**Task prompt**
Give back exactly the lines of the entries below from the line with "wrist: (118, 456)" to the line with "thumb ip: (506, 157)", inclusive, and only those.

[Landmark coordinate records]
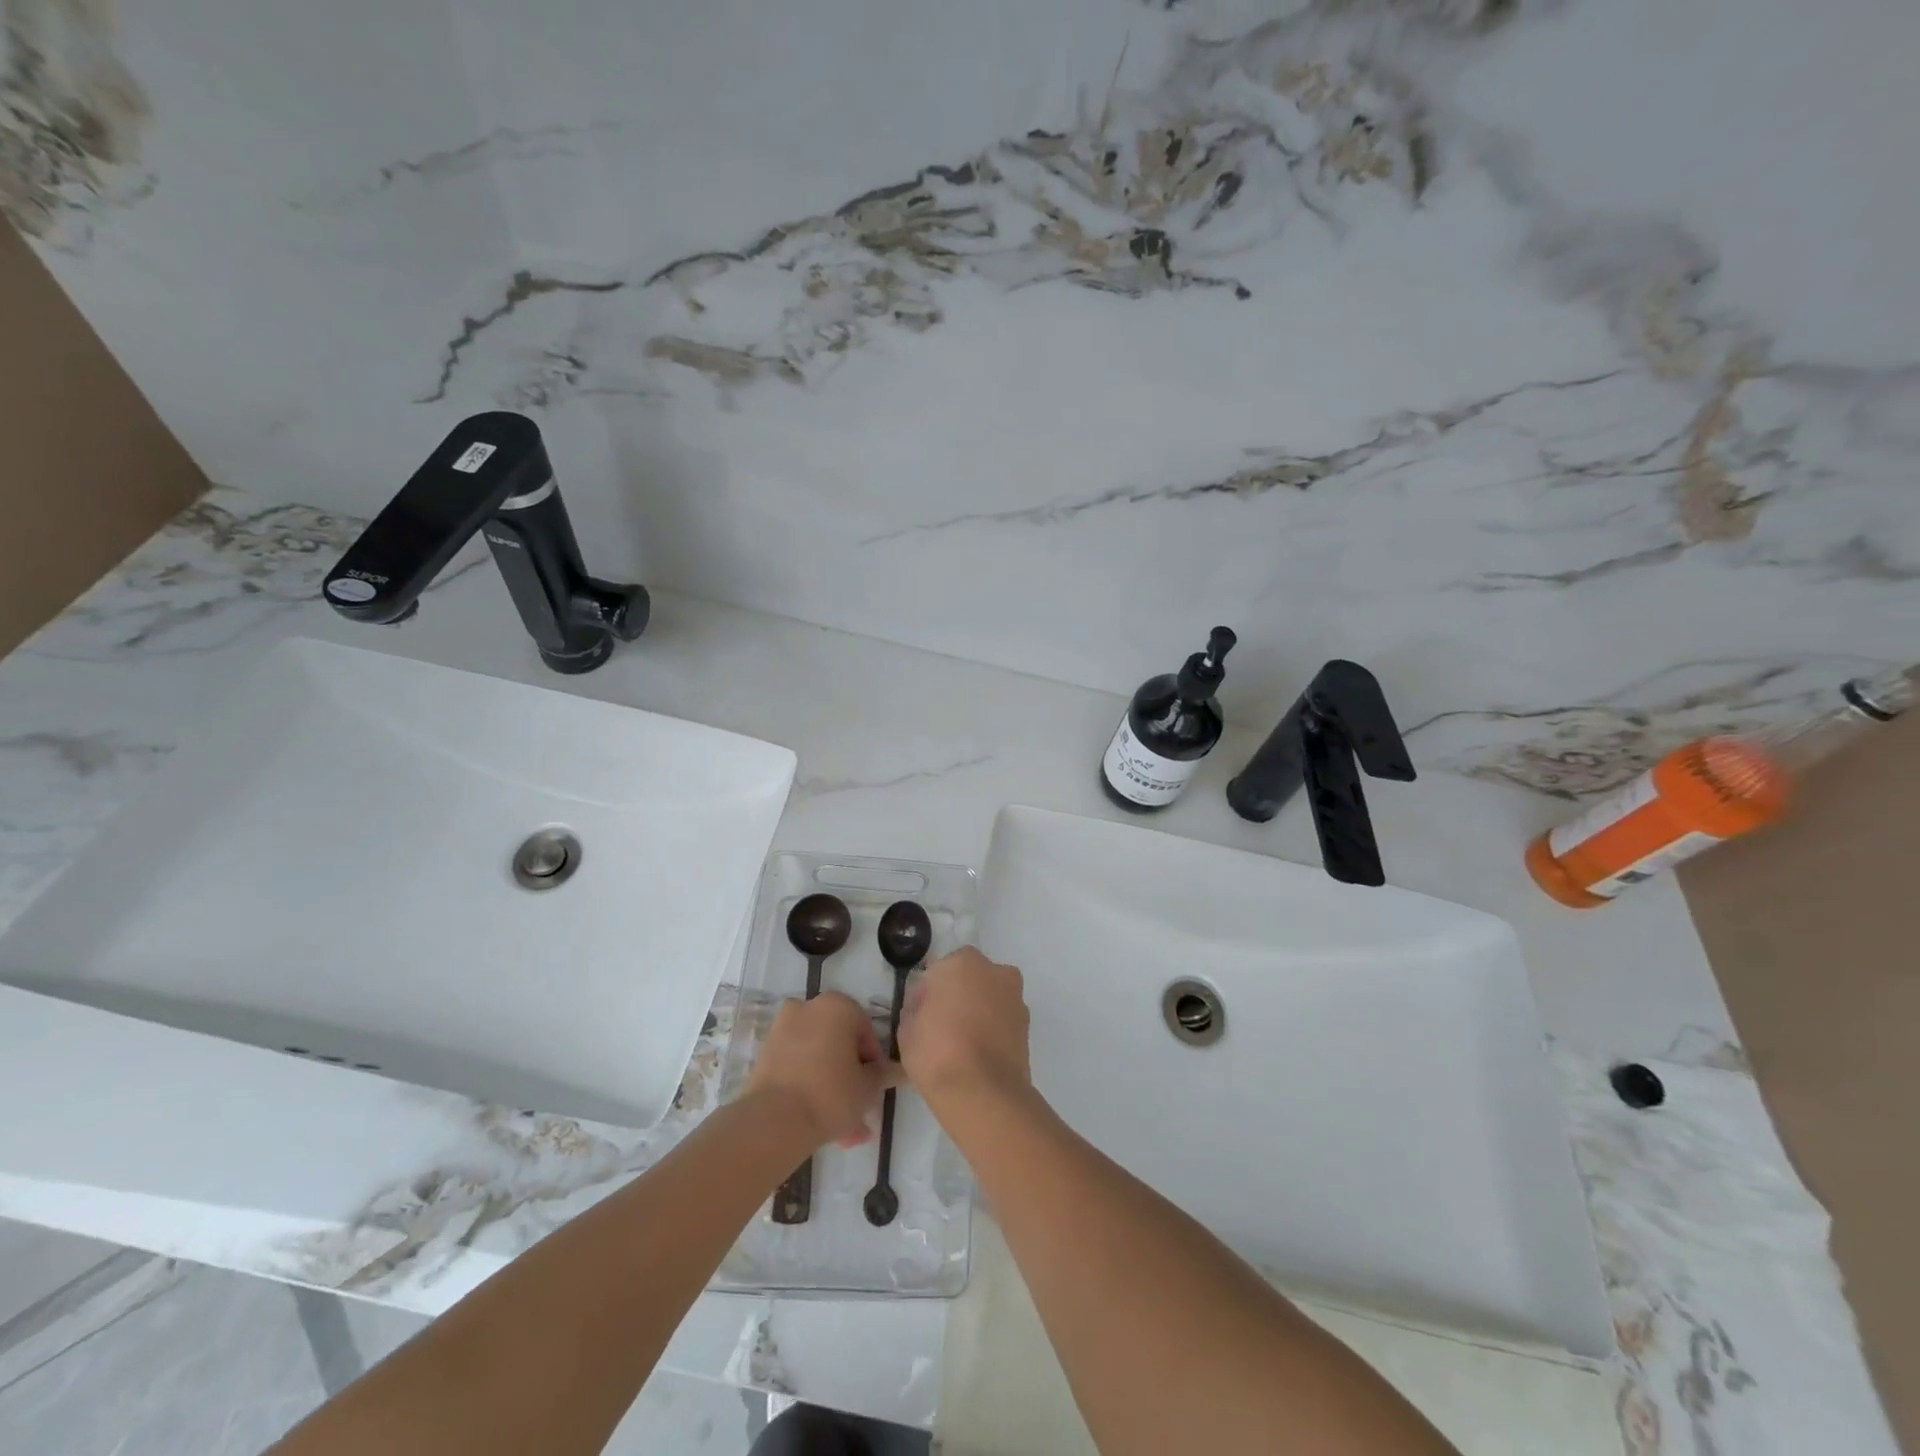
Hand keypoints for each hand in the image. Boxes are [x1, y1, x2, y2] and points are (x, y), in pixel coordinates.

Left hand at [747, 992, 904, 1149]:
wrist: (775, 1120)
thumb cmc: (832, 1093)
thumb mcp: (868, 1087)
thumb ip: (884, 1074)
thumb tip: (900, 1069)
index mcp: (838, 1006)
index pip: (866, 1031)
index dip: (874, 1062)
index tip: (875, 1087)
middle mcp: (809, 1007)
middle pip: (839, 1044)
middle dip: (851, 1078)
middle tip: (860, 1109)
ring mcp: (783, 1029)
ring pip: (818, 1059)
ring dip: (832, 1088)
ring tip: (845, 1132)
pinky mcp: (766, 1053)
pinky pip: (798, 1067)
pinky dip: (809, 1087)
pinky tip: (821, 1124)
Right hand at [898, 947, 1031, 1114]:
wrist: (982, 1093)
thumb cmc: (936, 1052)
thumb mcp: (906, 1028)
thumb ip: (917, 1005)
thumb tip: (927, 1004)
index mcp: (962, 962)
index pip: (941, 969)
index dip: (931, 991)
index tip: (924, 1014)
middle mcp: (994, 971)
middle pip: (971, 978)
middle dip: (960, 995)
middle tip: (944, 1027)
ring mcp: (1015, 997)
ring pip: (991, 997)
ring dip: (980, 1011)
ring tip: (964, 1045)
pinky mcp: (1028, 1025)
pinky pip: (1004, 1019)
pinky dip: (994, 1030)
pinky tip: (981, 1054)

--

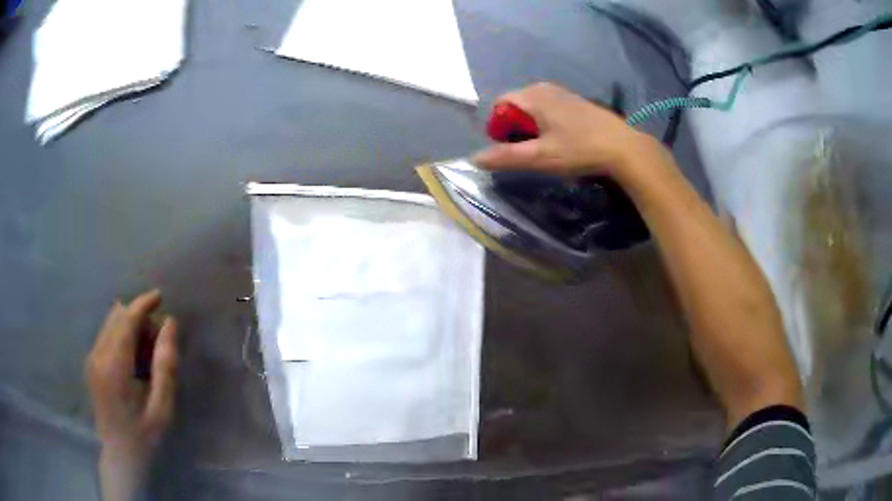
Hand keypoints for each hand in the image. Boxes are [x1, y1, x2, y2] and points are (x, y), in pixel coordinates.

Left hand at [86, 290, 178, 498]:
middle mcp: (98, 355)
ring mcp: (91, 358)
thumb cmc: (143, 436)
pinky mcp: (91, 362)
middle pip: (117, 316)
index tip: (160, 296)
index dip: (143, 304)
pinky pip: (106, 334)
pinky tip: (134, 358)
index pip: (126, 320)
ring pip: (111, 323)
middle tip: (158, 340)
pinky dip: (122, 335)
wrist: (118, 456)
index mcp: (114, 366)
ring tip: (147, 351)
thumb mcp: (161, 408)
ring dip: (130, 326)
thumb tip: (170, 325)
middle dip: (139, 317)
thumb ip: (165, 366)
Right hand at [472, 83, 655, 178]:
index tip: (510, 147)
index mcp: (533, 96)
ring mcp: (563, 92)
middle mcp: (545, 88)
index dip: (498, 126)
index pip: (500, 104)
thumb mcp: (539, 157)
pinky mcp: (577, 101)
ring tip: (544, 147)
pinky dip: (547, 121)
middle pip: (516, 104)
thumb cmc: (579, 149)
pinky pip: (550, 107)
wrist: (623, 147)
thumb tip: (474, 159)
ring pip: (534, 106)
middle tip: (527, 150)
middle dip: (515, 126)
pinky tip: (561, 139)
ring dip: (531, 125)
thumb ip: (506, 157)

**Answer to this exercise**
wrist: (118, 456)
index mcp: (114, 366)
ring tip: (147, 351)
thumb mcp: (161, 408)
ring dip: (130, 326)
thumb tip: (170, 325)
middle dip: (139, 317)
thumb ip: (165, 366)
Right hand at [472, 83, 655, 178]:
index tip: (510, 147)
index mcp: (533, 96)
ring mcp: (563, 92)
middle mcp: (545, 88)
index dip: (498, 126)
index pip: (500, 104)
thumb mcp: (539, 157)
pinky mcp: (577, 101)
ring tip: (544, 147)
pinky dip: (547, 121)
middle pip: (516, 104)
thumb cmc: (579, 149)
pinky pip: (550, 107)
wrist: (623, 147)
thumb tip: (474, 159)
ring pip: (534, 106)
middle tip: (527, 150)
middle dip: (515, 126)
pinky tip: (561, 139)
ring dip: (531, 125)
thumb ip: (506, 157)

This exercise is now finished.